INFORMATION SHOWN:
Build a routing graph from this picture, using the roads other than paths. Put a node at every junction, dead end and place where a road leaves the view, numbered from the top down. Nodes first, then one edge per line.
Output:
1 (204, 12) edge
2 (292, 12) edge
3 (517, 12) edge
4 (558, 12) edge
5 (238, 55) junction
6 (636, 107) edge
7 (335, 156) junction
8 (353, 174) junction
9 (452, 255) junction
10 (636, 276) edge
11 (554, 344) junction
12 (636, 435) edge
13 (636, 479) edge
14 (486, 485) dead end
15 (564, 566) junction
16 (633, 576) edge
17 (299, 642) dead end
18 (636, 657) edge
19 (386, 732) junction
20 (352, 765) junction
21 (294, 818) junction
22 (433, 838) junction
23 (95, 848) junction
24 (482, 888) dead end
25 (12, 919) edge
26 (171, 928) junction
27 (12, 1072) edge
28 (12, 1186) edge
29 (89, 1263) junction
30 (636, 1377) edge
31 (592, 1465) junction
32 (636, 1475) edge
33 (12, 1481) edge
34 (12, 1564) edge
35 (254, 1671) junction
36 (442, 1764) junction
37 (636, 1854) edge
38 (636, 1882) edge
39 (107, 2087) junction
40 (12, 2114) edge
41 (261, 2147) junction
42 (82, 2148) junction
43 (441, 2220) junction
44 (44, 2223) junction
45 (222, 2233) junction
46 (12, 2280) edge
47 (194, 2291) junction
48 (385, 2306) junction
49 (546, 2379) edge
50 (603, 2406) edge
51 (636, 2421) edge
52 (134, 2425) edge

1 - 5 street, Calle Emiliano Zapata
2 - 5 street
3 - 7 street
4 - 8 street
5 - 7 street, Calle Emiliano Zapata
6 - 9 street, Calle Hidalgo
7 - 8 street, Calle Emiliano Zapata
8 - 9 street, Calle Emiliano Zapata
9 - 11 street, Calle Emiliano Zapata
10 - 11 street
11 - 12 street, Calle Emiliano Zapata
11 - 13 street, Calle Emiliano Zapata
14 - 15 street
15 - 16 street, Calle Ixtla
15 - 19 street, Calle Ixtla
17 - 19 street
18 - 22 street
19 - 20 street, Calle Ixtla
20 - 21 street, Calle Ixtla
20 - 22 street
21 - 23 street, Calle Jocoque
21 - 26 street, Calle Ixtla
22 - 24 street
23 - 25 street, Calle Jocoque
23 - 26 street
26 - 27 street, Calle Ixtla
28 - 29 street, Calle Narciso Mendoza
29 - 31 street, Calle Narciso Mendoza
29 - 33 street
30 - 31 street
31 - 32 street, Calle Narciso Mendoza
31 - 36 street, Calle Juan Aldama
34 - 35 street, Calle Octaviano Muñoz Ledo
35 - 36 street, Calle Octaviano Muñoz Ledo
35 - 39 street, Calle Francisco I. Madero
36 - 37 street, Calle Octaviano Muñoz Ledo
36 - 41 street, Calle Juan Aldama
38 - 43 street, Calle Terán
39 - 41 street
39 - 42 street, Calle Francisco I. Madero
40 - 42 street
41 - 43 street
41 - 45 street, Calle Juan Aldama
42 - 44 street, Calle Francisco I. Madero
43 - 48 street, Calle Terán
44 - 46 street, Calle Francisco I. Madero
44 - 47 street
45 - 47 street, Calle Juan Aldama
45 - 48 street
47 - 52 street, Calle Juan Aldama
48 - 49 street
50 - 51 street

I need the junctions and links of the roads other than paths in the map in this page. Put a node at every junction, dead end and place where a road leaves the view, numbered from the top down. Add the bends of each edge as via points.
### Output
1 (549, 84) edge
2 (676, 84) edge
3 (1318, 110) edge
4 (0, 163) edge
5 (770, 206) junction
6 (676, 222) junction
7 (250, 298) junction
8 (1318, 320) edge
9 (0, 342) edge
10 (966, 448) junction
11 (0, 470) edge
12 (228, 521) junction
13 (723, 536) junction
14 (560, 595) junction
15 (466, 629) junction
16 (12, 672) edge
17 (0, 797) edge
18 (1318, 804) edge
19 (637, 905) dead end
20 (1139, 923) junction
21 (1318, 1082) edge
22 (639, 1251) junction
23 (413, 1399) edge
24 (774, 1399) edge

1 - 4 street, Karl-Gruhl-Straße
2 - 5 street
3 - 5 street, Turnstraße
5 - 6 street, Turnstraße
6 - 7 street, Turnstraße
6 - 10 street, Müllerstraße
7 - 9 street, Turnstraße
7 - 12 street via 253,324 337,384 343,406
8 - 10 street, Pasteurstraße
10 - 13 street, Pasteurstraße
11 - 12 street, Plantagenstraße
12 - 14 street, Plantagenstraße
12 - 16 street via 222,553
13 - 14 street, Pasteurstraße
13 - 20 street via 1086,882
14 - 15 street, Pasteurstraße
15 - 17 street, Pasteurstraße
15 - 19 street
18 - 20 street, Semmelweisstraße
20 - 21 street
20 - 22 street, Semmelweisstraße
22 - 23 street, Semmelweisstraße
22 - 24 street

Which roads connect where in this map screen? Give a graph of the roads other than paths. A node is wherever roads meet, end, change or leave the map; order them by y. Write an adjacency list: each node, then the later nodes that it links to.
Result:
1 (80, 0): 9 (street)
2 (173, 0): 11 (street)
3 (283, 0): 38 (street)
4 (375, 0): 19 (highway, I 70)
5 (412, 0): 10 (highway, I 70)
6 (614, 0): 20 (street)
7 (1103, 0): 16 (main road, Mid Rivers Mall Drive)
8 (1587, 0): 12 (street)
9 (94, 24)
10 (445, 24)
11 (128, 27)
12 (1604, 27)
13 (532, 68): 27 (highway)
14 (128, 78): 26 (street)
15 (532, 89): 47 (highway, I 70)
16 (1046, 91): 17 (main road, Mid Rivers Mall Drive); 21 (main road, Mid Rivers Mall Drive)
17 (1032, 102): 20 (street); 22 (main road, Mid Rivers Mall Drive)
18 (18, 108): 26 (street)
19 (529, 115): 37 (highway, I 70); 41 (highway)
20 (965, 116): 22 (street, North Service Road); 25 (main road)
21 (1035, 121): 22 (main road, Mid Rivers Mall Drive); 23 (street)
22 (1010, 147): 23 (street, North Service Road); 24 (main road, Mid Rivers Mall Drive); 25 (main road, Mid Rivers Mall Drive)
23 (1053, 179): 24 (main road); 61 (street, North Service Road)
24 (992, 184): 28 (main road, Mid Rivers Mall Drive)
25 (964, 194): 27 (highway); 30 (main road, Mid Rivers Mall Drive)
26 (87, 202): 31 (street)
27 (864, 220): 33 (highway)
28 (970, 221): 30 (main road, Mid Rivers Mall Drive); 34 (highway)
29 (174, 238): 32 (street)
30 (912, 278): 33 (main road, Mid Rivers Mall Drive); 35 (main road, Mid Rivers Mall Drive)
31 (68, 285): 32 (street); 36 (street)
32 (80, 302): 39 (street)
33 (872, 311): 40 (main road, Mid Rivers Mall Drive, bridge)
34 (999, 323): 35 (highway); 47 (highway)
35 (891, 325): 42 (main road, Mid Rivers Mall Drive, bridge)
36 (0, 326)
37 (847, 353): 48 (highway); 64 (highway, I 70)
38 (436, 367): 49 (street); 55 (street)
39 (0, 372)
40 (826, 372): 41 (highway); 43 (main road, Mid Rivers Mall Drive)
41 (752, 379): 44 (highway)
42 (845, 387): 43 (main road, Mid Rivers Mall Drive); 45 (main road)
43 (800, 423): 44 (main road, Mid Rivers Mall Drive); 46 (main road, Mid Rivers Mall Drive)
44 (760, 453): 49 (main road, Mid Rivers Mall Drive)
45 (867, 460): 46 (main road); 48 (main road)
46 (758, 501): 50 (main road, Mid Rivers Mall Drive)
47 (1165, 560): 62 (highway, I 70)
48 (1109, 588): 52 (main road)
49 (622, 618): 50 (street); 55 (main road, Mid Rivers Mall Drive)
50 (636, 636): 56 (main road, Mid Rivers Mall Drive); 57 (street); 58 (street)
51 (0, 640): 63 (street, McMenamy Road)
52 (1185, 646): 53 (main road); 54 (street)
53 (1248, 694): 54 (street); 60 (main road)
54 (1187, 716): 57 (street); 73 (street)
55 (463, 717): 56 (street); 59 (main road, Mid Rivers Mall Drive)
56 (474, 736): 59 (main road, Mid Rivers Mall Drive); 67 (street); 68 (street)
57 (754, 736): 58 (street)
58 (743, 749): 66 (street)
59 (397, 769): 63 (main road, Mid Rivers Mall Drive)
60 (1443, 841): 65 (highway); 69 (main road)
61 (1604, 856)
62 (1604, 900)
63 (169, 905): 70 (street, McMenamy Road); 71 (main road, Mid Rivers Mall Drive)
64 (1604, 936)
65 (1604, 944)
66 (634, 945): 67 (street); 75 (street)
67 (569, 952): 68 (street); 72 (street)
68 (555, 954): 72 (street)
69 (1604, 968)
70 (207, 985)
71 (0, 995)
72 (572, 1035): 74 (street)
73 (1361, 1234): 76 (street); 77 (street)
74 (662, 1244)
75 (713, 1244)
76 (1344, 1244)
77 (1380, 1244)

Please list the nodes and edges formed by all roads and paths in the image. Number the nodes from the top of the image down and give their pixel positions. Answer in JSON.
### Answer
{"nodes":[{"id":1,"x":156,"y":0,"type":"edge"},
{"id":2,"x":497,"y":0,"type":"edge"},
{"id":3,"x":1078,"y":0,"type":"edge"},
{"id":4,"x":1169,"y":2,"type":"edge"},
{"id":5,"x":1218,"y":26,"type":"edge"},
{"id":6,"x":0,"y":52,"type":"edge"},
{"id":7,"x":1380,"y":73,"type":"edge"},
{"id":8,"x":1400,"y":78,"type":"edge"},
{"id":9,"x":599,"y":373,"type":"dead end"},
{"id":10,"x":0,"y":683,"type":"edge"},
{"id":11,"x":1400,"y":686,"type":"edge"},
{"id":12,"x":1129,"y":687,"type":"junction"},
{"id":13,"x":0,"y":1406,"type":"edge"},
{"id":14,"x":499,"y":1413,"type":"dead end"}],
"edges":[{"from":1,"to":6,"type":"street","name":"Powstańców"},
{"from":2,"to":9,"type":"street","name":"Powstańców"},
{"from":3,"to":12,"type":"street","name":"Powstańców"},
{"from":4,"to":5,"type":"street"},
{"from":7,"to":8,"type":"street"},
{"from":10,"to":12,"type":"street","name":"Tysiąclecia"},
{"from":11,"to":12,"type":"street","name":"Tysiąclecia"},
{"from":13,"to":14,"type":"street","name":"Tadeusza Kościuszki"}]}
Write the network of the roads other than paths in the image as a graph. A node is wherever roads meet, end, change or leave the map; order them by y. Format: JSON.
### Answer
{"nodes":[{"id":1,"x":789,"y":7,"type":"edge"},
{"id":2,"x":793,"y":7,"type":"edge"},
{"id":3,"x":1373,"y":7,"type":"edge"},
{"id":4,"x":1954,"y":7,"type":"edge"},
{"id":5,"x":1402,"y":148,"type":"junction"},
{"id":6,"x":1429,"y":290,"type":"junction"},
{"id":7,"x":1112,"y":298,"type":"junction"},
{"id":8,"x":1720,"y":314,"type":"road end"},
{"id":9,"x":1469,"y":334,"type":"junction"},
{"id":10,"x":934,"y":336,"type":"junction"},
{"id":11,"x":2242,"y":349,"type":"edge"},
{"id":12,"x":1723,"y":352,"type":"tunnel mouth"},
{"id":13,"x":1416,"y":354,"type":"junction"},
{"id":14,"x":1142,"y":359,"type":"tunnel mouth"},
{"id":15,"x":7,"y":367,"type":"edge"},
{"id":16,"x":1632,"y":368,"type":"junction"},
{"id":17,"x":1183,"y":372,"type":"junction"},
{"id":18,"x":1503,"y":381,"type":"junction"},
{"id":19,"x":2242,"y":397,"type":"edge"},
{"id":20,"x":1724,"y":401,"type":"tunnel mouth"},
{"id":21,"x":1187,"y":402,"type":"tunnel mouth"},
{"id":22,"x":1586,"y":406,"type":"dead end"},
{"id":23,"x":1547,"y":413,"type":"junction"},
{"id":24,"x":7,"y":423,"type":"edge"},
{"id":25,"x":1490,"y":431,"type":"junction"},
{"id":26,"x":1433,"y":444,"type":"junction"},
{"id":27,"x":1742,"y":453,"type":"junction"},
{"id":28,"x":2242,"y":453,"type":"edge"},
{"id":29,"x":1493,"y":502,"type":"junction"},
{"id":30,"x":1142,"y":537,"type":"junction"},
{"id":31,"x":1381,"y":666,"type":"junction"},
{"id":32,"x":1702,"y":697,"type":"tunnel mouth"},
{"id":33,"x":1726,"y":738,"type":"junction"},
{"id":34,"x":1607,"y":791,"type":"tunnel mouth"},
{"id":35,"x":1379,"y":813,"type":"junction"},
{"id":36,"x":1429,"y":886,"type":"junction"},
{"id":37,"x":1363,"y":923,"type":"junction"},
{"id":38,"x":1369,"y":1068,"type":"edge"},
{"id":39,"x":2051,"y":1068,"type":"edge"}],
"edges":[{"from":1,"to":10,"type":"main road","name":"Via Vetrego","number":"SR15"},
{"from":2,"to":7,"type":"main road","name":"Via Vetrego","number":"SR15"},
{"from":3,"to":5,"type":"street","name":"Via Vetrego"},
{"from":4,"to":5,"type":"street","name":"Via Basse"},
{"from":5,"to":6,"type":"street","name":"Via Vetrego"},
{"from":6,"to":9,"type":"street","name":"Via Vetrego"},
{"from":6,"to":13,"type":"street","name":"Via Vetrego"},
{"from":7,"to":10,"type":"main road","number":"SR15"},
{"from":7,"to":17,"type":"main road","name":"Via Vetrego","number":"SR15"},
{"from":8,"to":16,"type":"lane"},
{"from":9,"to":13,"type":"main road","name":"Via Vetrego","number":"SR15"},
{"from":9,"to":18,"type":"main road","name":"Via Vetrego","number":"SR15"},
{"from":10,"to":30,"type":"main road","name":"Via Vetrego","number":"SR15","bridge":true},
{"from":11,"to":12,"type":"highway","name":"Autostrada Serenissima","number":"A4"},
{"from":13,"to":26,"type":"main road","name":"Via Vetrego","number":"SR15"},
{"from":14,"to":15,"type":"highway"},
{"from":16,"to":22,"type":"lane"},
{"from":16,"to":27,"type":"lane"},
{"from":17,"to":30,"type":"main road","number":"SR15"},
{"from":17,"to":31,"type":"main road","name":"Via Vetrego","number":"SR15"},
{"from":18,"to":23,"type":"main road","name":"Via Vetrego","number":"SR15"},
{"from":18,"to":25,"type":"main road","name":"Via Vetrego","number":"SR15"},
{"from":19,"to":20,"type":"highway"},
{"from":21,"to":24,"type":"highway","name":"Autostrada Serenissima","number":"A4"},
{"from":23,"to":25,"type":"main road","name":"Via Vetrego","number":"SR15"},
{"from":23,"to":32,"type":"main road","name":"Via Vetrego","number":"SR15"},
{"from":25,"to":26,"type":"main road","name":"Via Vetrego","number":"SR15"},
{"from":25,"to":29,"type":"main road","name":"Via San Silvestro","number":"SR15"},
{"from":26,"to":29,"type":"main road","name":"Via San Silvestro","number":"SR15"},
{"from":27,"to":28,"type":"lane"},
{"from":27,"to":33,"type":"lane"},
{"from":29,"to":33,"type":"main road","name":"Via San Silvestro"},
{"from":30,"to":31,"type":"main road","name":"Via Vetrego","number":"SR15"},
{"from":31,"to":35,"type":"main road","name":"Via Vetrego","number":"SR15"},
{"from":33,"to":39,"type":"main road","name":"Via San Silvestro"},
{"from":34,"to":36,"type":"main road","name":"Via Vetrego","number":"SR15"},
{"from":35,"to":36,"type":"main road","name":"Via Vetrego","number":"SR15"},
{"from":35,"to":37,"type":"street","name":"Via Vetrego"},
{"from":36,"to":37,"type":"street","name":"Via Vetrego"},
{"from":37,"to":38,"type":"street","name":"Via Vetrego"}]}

ABOUT THIS TASK:
Go line by line through the records above and copy each one containing "Pasteurstraße".

SOLVED EXERCISE:
8 - 10 street, Pasteurstraße
10 - 13 street, Pasteurstraße
13 - 14 street, Pasteurstraße
14 - 15 street, Pasteurstraße
15 - 17 street, Pasteurstraße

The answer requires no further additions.